Thursday, January 12, 2012

Wichita Falls Discoveries

1. The post office
           Driving through sketchy and sketchier to get there, wondering if the Pilot would scold me if he knew what I was doing, if I should have brought my pepper spray (even though I don't know how to work it, and am more afraid of spraying myself with it than of being attacked) when voila! Downtown Wichita Falls, looking tired and sparse; bumpity across nine sets of empty railroad tracks to get into the "metropolitan district". Large buildings that are faded like a worn-out poster from last year's circus, but here and there signs of life: an open antique shop. The post office is so big I almost miss it. All I have is quarters for the parking meter; I pay for 30 minutes, but the post office is almost empty so I only take 5 minutes. I go through grand museum doors and my shoes click softly on the marble floor. A feeling strikes me that this is how post offices used to be, big, mysterious places with lots of wood and marble, a place that linked you with the exotic unknown. The post office man is kind and explains exactly why extra postage is needed for a square-shaped envelope. I listen seriously and murmur "ooh" and "I see" as if he were explaining a scientific procedure.

2. The library
           The library is in another massive down-town building but it only takes up the whole first floor, and the afternoon sunlight filters in with that particular glow it has when it's lighting up a room full of books. A young man at the front desk explains that I can't get a library card until I have some sort of document that proves I live in Wichita Falls, but he's very kind too and I don't feel unwelcome. I drift through the bookshelves, picking up titles that seem interesting. There is a genealogy section! I don't remember if the large library I left in Colorado has that: probably it does but I never noticed. Perhaps I would never have noticed it; perhaps it took coming to a smaller library to notice it. I pick out the G-O volume of American family names and find my old last name and my new last name, not very far from each other. The children's section has lots of the books I read growing up, and I stand entranced with Mitch and Amy by Beverly Cleary for several chapters.

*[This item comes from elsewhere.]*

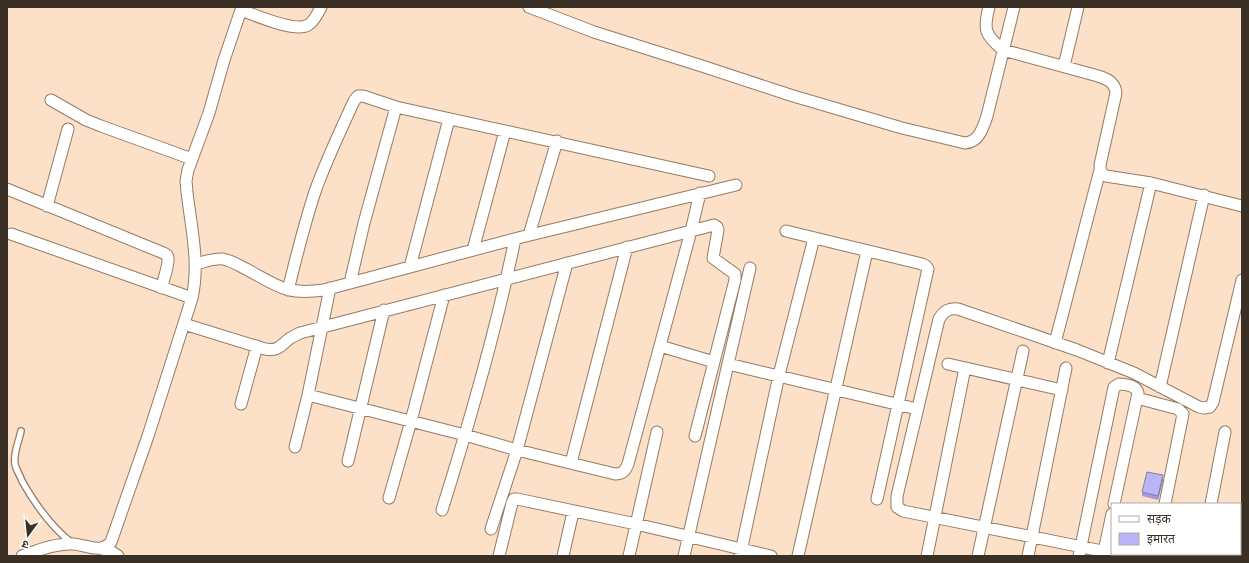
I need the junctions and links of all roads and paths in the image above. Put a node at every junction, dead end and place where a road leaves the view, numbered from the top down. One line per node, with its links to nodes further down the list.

3. Candlelight Picnic Dinners
           The Pilot came home from San Antonio (victorious! Nine Gs are vanquished!) last night, and I made spaghetti and lit candles and we ate sitting on pillows opposite each other, a cinnamon-clove candle burning between us on the beautiful European lace table centerpiece that was a wedding gift, and probably given with no idea that it would first be used for a picnic dinner on our living room floor. My heart had beat faster when I heard the truck door slam outside. He kissed me when he came indoors, and I was wearing an apron, and I felt like a wife. He told me about feeling like a 400 pound elephant was sitting on his chest in the centrifuge, and I told him about sulking through the orientation at the university that afternoon (as if I need to be told how to go to college!) and it struck me that this is home, home even without a table, or chairs, or a proper couch. It will always be home with him no matter what we have or don't have.

1 comment:

  1. There is something so domestic about wearing an apron when your hubby walks through the door. I also always have a sense of peace and well-balanced-ness when Gary comes through the door and I'm in the middle of cooking supper.

    Now I want to visit so I can see the post office!